Я зажал себе обеими руками рот, чтобы не закричать, хотя вряд ли хоть один звук вырвался бы из моего стиснутого судорогой горла.

– Я был там, – глухо сказал он, отвечая на мой невысказанный вопрос. – Я знал, за кем мы гнались. Но пули были не мои! – вдруг крикнул он. – Я в них не стрелял, слышишь?! Это был не я!

Я все так же молча не спускал с него глаз. Я понимал, что он может и меня убить, что он безумен в эту минуту. Но мне было совершенно не страшно. Я видел его дрожащие длинные пальцы и представлял, как эти пальцы роются в том, что осталось от сгоревшей машины, и он вытирает их и свои находки вот этой лохматой папахой…

Я не знаю, чем разрешилось бы это наше противостояние, но под окном вдруг отчетливо захрустел песок и Полетаев рванулся к двери. Во дворе раздались выстрелы. Через несколько минут в распахнутую дверь вошли Чанг и стрелок из охраны КВЖД.

– Ушел гад, – кратко сообщил стрелок.

Они остались со мной на ночь, а я долго не мог уснуть. На столе поблескивали врачебные инструменты родителей, но они уже не могли сделать сильнее мое горе – вероятно, оно уже достигло своего предела: того скорбного бесчувствия, когда дальше надо либо преодолевать его, либо навсегда уходить от него в безумие и беспамятство. Но я был очень молод и в глубине души чувствовал, что должен с этим справиться.

* * *

Как ни странно, лежа без сна, я думал о поручике Полетаеве: о том, как он уходит сейчас, крадучись, словно зверь, ночными дворами… Думал о том, как, не сумев впустить в свою душу прощение Господне, он и в самом деле утратил Божий образ и стал зверем…

И… в эту ночь я молился. Да – я молился за его заблудшую душу, за то, чтобы Господь помог вернуть человеческий образ тому, кого я когда-то называл «дядей Сережей». У меня в ушах стоял его крик: «Я в них не стрелял, слышишь?! Это был не я!» – и мне хотелось верить, что это кричала его проснувшаяся совесть, что он не остался закрытым для покаяния.

На другое утро я уже покинул Харбин. Как оказалось, навсегда.

Жизнь, сделав еще один оборот, снова начиналась для меня с нуля. Приехав, я обнаружил, что во Владивостоке у меня не осталось ни одной родной души: не было Ромася, которого со всей госпитальной командой и лошадьми перевели в Хабаровск.

Не было уже в живых и отца Алексия, к которому я прежде всего кинулся по приезде.

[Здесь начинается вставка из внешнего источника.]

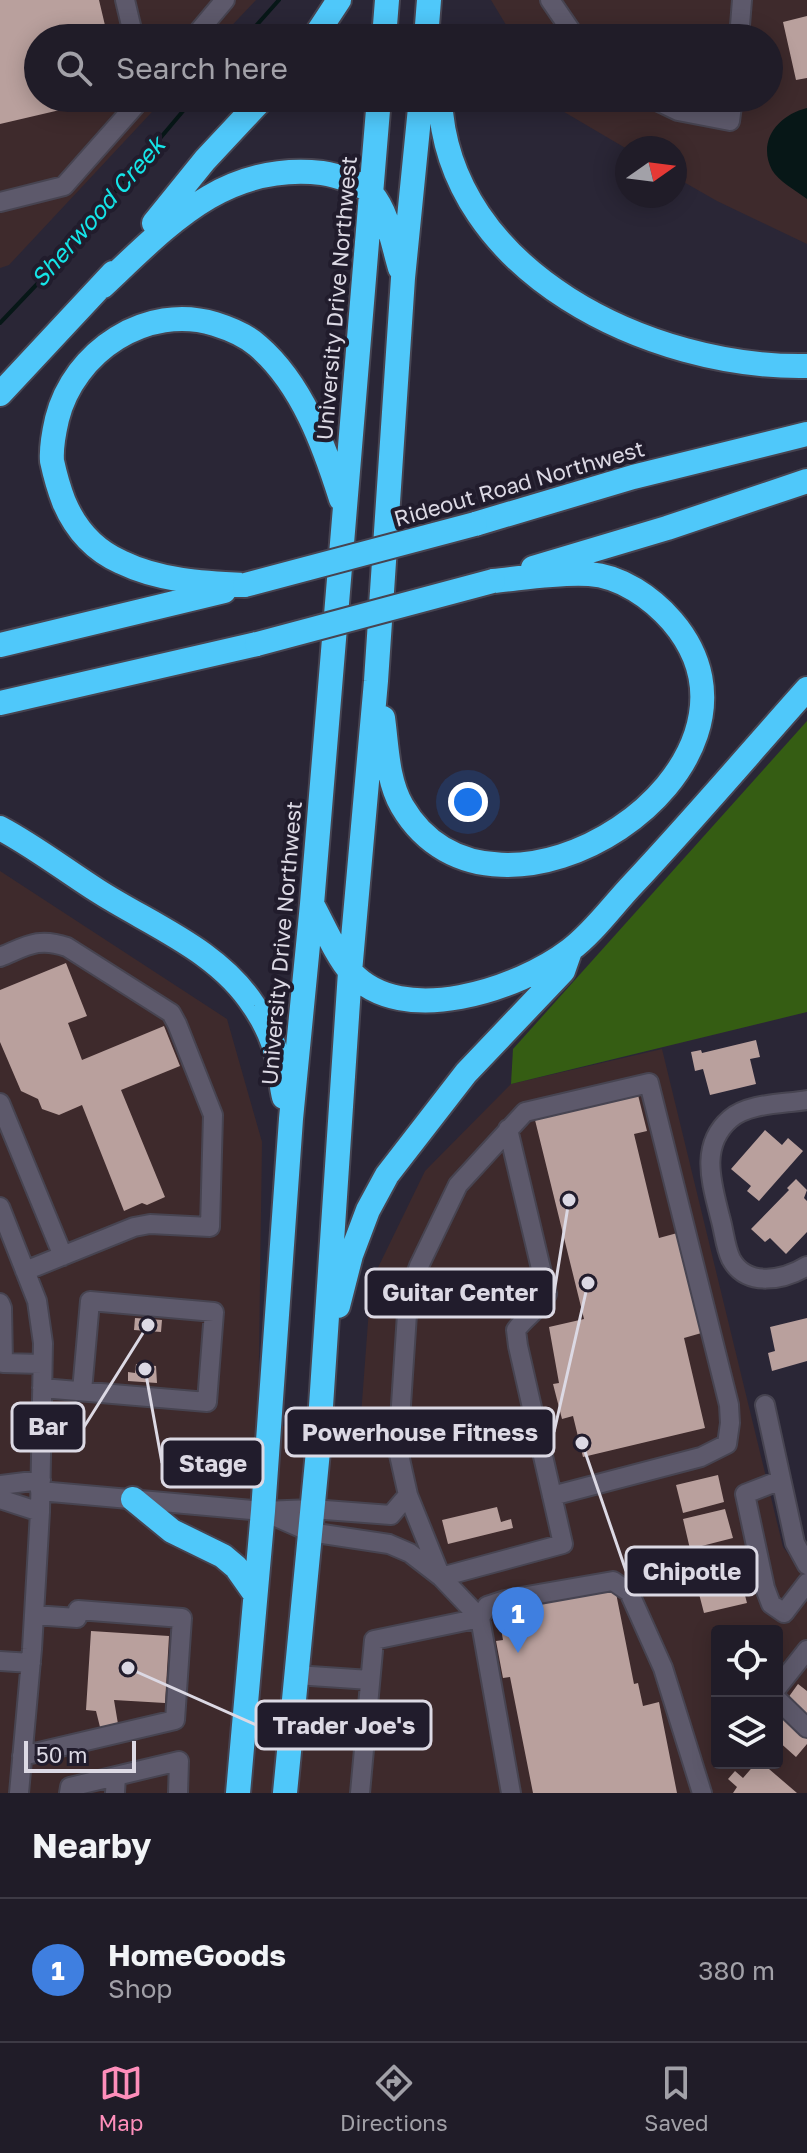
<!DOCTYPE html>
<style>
body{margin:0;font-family:"Golos Text",sans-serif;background:#282530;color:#f1f3f6}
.controls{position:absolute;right:24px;bottom:24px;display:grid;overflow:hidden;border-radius:8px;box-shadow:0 4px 20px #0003}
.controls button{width:72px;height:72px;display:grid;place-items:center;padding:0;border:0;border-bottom:2px solid #3d3a45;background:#201c28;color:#f1f3f6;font:40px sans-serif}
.compass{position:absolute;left:615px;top:136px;width:72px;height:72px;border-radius:50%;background:#201c28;box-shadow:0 4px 20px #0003;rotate:76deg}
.scale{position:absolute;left:24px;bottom:20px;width:112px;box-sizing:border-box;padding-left:8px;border:4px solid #dcd9e4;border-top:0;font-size:22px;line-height:28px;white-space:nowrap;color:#dcd9e4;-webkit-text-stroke:6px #211c2c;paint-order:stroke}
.you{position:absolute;left:468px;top:802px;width:28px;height:28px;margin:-20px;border:6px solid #fff;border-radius:50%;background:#1a73e8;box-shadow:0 0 0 12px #1a73e833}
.badge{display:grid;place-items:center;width:52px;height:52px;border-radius:50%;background:#fe8ebb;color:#fff;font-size:26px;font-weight:700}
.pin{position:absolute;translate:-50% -66px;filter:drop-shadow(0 2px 4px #0008)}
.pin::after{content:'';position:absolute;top:42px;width:28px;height:24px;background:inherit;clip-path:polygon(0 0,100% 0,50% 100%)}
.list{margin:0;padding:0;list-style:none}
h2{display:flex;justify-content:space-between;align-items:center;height:104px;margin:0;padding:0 32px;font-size:34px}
h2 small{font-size:26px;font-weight:400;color:#a2a1a8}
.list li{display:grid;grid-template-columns:52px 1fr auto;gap:24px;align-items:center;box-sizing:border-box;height:144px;padding:0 32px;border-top:2px solid #3d3a45}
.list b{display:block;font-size:30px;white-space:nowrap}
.list p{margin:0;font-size:26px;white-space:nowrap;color:#a2a1a8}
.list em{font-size:26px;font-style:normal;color:#a2a1a8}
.icon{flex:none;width:44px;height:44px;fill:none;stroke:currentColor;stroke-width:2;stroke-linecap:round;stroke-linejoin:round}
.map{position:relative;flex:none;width:807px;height:1793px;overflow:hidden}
.search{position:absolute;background:#201c28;box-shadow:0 4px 20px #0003;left:24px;right:24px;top:24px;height:88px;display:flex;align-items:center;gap:20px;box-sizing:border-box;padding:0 28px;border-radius:44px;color:#a2a1a8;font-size:30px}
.sheet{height:248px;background:#201c28}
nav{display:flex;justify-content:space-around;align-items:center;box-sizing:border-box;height:112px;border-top:2px solid #3d3a45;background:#201c28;font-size:22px;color:#a2a1a8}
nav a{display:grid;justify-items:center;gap:4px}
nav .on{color:#fe8ebb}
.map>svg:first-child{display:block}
.commercial{fill:#3e2a2c;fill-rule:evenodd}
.forest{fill:#355d13}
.water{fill:#071717}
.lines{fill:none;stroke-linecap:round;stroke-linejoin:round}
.stream{stroke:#071717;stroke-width:4}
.building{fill:#b9a09d}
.minor-casing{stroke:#474451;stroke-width:22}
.highway-casing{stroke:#474451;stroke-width:28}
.minor{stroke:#5d596b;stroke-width:18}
.highway{stroke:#4fc8fa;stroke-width:24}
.highway-bridge-casing{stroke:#474451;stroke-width:28;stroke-linecap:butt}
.highway-bridge{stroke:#4fc8fa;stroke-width:24}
.labels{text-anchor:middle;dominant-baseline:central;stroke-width:8;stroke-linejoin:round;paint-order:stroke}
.street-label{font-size:22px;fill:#dcd9e4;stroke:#211c2c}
.water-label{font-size:24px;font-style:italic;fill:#15e5e8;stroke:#211c2c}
.leader{fill:none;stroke:#dcd9e4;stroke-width:3}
.callout-dot{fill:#dcd9e4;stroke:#211c2c;stroke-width:3}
.callout{fill:#211c2c;stroke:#dcd9e4;stroke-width:3}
.callout-label{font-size:24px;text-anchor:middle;font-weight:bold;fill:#dcd9e4}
</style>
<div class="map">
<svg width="807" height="1793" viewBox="0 0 807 1793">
<rect width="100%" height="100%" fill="#2a2636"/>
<path class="commercial" d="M0 0H256L220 38H38V98H165L9 265 0 268Z
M491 0H807V244L717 201 675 177V148L627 149 554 106 550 98H769V38H514Z
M0 871 227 1019 262 1142 258 1425 360 1429 371 1282 425 1171 511 1084 662 1049 783 1547 807 1578V1793H0ZM717 1631H777V1763H717Z"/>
<path class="forest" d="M807 721V1012L511 1084 513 1049Z"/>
<path class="water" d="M807 108V199C797 191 778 181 772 170 757 141 778 115 807 108Z"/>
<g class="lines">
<path class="stream" d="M245 38 279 0
M0 323 39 282 194 98"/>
</g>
<path class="building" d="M0 0H99L108 38H38V98L107 99 0 124Z
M807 16V78L796 80 783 22Z
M66 963 87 1016 68 1023 82 1060 164 1026 180 1066 121 1090 165 1197 147 1205 142 1203 124 1211 82 1105 59 1115 42 1109 38 1099 21 1091 0 1042V990Z
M756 1040 760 1057 750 1059 756 1084 710 1095 703 1069 695 1071 691 1052 701 1050 702 1053Z
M638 1095 647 1131 634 1134 659 1238 681 1232 705 1332 684 1338 705 1428 583 1457 573 1416 562 1419 553 1384 559 1383 549 1327 584 1319 535 1120Z
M765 1130 782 1145 788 1138 803 1151 759 1201 747 1191 751 1186 731 1169Z
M796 1179 807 1190 804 1198 807 1201V1232L786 1254 770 1238 765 1242 751 1229 789 1190 787 1188Z
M135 1318 162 1320 161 1332 134 1330Z
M807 1318V1361L772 1371 768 1353 775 1351 770 1327Z
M136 1364 156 1366 157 1383 128 1381V1372L135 1373Z
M718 1475 724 1502 683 1513 676 1485Z
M497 1507 501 1522 511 1519 513 1528 448 1544 442 1520Z
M725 1509 733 1538 690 1549 683 1519Z
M741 1580 747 1603 704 1613 698 1590Z
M615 1588 634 1684 638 1683 643 1706 659 1702 677 1793H533L510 1677 503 1678 496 1641 503 1640 498 1611Z
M91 1631 169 1636 165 1703 114 1700 118 1724 100 1727 96 1711 86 1710Z
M798 1684 807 1691V1719L785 1702Z
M777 1711 807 1737V1744L796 1757 777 1740Z
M756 1763H762L797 1793H733L737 1787 728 1779 735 1771 743 1778Z"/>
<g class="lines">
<defs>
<path id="minor" d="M125 0 134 38
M550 0 576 38
M193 38 225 0
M739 38 742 0
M651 98 678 111 730 121 733 98
M0 202 64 186 142 98
M0 957C27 946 38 937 67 947L171 1013 177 1024 213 1115 210 1227 150 1224 134 1227 25 1271
M807 1100C784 1104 748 1103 730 1119 699 1146 712 1184 720 1217 724 1230 725 1247 731 1259 747 1288 784 1280 807 1266
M0 1103 63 1256
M0 1207 37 1301 43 1343 40 1512 32 1649 19 1793
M0 1303 2 1308 3 1363 42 1364
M42 1388 207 1402 214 1312 90 1301 82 1391
M765 1405 795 1543 807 1565
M781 1480 745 1494 765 1588 771 1604 784 1613 807 1583
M0 1485 41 1480
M40 1491 263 1511 312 1509 391 1515 408 1495 398 1450 407 1314 411 1289 419 1266 458 1185 525 1112 649 1083 729 1405 730 1423 727 1444 701 1457 552 1496
M408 1495 441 1577 480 1618 511 1793
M0 1499 40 1512
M269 1514 310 1532 389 1544 410 1553 441 1577 563 1544 518 1346 516 1330C526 1316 539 1310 547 1294L508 1129
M0 1661 31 1663
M296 1675 370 1680
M777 1688 807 1650
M777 1699 807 1728
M22 1756 175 1720 182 1618 78 1610 77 1618 34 1615
M116 1776 179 1761 178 1793
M69 1793 70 1787 116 1776 115 1793
M360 1793 374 1640 480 1618 487 1606 505 1600 613 1581 629 1592 663 1668 702 1793"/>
<path id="highway" d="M314 38 339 0
M384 38 387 0
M426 38 429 0
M440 98C447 273 652 369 807 366
M154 223 205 160 263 98
M103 286C168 225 224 162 322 173 336 175 362 183 372 194 388 213 393 245 400 268
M0 394 113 273
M475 524 633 477 807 434
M533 568 667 528 807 481
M245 585C203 583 160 581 121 562 94 550 75 528 64 502 59 489 55 475 52 461 51 448 54 432 57 419 74 351 147 303 215 324 231 329 246 335 258 346 302 384 324 445 341 499
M0 645 224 591
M0 703 257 644
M383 718C387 747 387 780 402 806 495 965 798 768 672 621 652 598 621 576 589 574 558 572 524 578 493 581
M0 828C34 846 65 870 98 891 151 925 218 950 254 1006 265 1022 274 1042 278 1061 281 1073 281 1086 284 1097
M312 904C322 922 337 957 351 972 402 1029 519 989 570 950 593 933 613 905 633 884 693 820 749 754 807 689
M338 1306 351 1255 368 1210 387 1175 466 1073 563 971 570 951
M133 1499 172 1531 223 1556 236 1567 255 1594
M238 1793 263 1511 291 1119 312 904 379 98
M285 1793 318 1451 350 972 376 681 403 278 421 98"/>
</defs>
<use href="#minor" class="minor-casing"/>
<use href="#highway" class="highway-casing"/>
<use href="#minor" class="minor"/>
<use href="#highway" class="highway"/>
<defs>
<path id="highway-bridge" d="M245 585 475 524
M257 644 493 581"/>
</defs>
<use href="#highway-bridge" class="highway-bridge-casing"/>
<use href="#highway-bridge" class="highway-bridge"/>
</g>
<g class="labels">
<g class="street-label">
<text transform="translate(336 298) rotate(-85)">University Drive Northwest</text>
<text transform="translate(519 483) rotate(-16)">Rideout Road Northwest</text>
<text transform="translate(281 943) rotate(-85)">University Drive Northwest</text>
</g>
<g class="water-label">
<text transform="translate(97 211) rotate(-49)">Sherwood Creek</text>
</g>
</g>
<path class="leader" d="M569 1200L554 1293M148 1325L84 1427M588 1283L554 1432M145 1369L162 1463M582 1443L626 1571M128 1668L256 1725"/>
<g class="callout-dot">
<circle cx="569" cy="1200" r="8"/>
<circle cx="148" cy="1325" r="8"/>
<circle cx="588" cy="1283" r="8"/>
<circle cx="145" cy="1369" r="8"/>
<circle cx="582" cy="1443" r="8"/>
<circle cx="128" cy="1668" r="8"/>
</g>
<g class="callout">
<rect x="366" y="1269" width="188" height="48" rx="8"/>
<rect x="12" y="1403" width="72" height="48" rx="8"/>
<rect x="286" y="1408" width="268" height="48" rx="8"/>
<rect x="162" y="1439" width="101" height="48" rx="8"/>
<rect x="626" y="1547" width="131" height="48" rx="8"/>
<rect x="256" y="1701" width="175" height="48" rx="8"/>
</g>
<g class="callout-label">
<text x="460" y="1301">Guitar Center</text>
<text x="48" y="1435">Bar</text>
<text x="420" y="1441">Powerhouse Fitness</text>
<text x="213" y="1472">Stage</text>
<text x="692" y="1580">Chipotle</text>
<text x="344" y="1734">Trader Joe's</text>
</g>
</svg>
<div class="controls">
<button><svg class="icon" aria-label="locate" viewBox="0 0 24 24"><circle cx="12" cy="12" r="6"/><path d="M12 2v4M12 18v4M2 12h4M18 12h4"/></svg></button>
<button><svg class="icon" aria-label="layers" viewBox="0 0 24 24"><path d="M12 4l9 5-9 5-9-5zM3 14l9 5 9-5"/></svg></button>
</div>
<svg class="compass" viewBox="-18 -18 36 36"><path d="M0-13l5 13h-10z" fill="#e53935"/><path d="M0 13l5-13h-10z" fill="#a2a1a8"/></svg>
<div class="scale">50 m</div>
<div class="you"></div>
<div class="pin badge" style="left:518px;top:1653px;background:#3f7fe0">1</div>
<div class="search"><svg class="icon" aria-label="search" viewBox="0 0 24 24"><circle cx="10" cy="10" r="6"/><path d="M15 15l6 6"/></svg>Search here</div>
</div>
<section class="sheet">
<h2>Nearby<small></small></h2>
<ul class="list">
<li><span class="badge" style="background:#3f7fe0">1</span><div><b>HomeGoods</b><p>Shop</p></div><em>380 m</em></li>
</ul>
</section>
<nav>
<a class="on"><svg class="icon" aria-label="map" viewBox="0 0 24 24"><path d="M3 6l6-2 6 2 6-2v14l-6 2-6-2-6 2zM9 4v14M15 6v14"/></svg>Map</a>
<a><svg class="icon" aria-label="directions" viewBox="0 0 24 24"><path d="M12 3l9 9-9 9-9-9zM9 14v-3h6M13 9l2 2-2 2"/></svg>Directions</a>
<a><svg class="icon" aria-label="saved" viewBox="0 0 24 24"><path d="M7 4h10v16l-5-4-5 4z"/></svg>Saved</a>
</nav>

Оставалось идти в штаб полка, при котором меня, в виде исключения, несмотря на несовершенные лета, оставили ординарцем. Я поселился в казармах. В свободное от службы время я отыскал на кладбище могилу отца Алексия. Она была ухожена – видимо, его прихожане помнили своего батюшку. Я стал наведываться туда в те дни, когда одиночество и тоска особенно сильно брали меня за душу.

В один из таких дней я сидел на скамейке возле могилы, бездумно глядя на выкрашенный голубой краской деревянный крест, который почти сливался с голубизной летнего неба. Вдруг послышались шаги, к моим ногам упала чья-то тень. Я поднялся и увидел возле ограды крупного бритоголового человека, который, в свою очередь, с некоторым недоумением изучающе смотрел на меня.

* * *

– Кем он вам был? – наконец спросил незнакомец, кивнув головой в сторону могилы.

– Второй отец, – не задумываясь ответил я и тут же подивился про себя нечаянной правде своего ответа. Отец Алексий и в самом деле был вторым, а доктор – третьим моим отцом. И вот теперь нет на свете всех троих…

Незнакомец, видимо, как-то по-своему понял мой ответ, потому что не удивился ему и задумчиво произнес:

– Да и мне, в общем-то, тоже. Вторым, духовным, отцом.

Мы оба не стали дальше расспрашивать друг друга и выяснять то, что показалось неясным.

– Василий Ощепков, – представился он. И, видимо, прикинув мой возраст, добавил: – Василий Сергеевич.

– Николай Мурашов, – в свою очередь назвался я. Мы пожали друг другу руки, но, видимо, мои имя и фамилия ничего ему не напомнили. А я вообще видел его впервые, и потому нам обоим оставалось только разойтись или потихоньку начать углублять наше знакомство.

Незаметно для себя мы выбрали второй путь: с кладбища мы возвращались вместе. Идти решили пешком, несмотря на большое расстояние и зазывные звонки обгонявших нас трамваев.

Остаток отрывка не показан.